Honte au parti socialiste bernois

Oswald Sigg

Accusé de fraude électorale, Ricardo Lumengo vient d’être acquitté par le Tribunal fédéral qui a confirmé le jugement prononcé par la Cour suprême du canton de Berne. Ricardo écrit aussi des articles pour notre service de média Hälfte / Moitié.

Cette décision de la Cour suprême réhabilite juridiquement l’ancien conseiller national socialiste. Et enfonce d’autant plus la démocratie sociale bernoise dans la boue. Elle qui avait retiré sa confiance aussi sec à son ancien candidat immigré dès lors que Lumengo en 2010 avait été condamné en première instance pour fraude électorale.

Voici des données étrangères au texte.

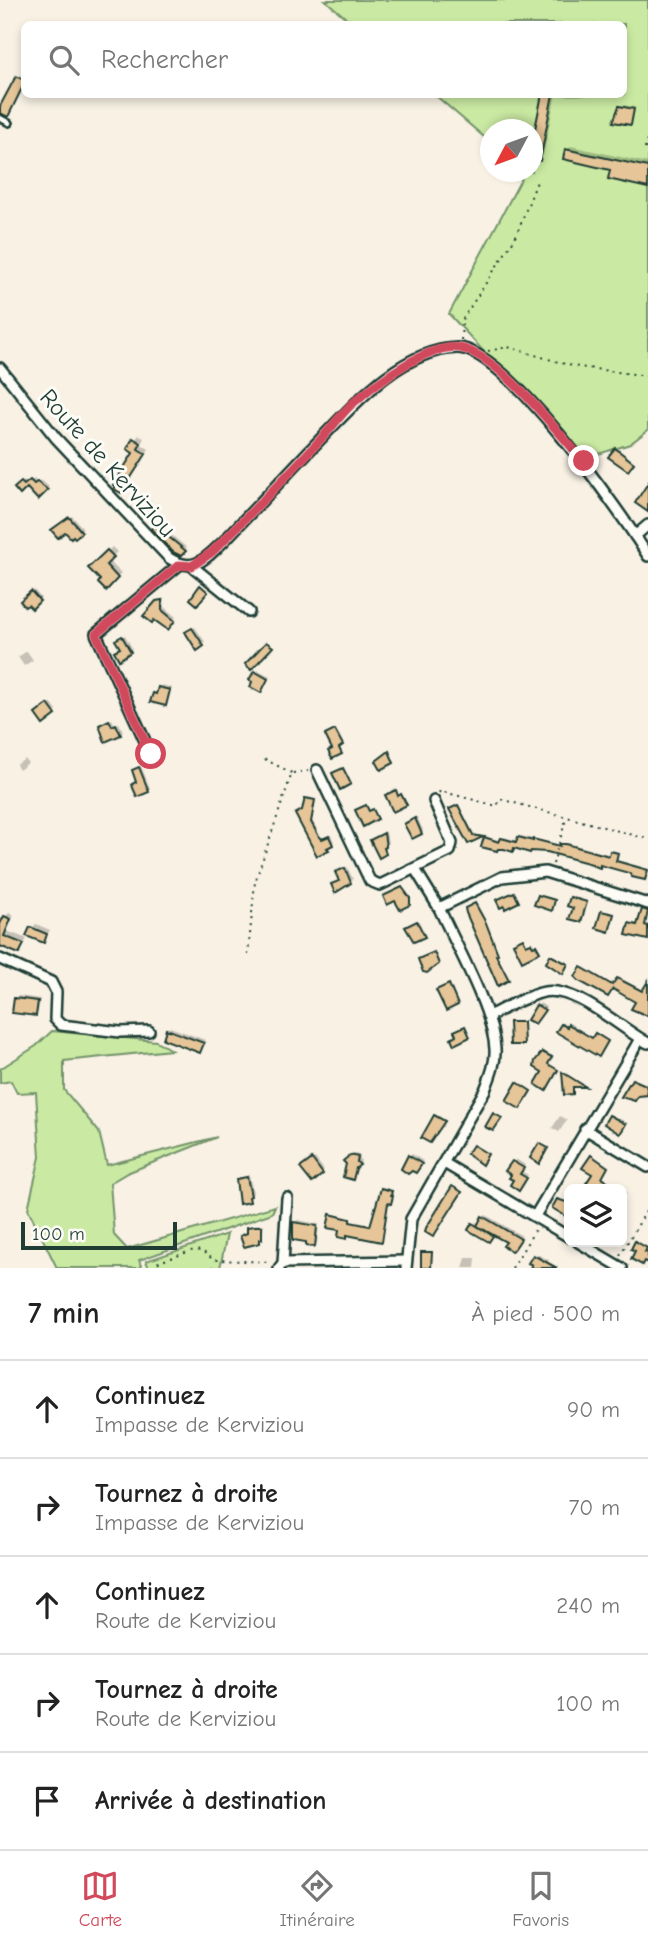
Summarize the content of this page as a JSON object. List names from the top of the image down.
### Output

Reprenons ici l’information donnée par le PS bernois le 11 novembre 2010 dans un communiqué de presse: «C'est la raison pour laquelle le PS canton de Berne a invité aujourd'hui son conseiller national Ricardo Lumengo à démissionner immédiatement en tant que conseiller national, indépendamment des résultats d'un éventuel recours. La direction du PS canton de Berne espère que le conseiller national Ricardo Lumengo tirera les conséquences de ce jugement qui s'imposent et se retirera de la politique. Elle regrette que ce comportement individuel erroné ait également nui à la cause de l'intégration et à l'acceptation des migrantes et migrants dans notre pays.»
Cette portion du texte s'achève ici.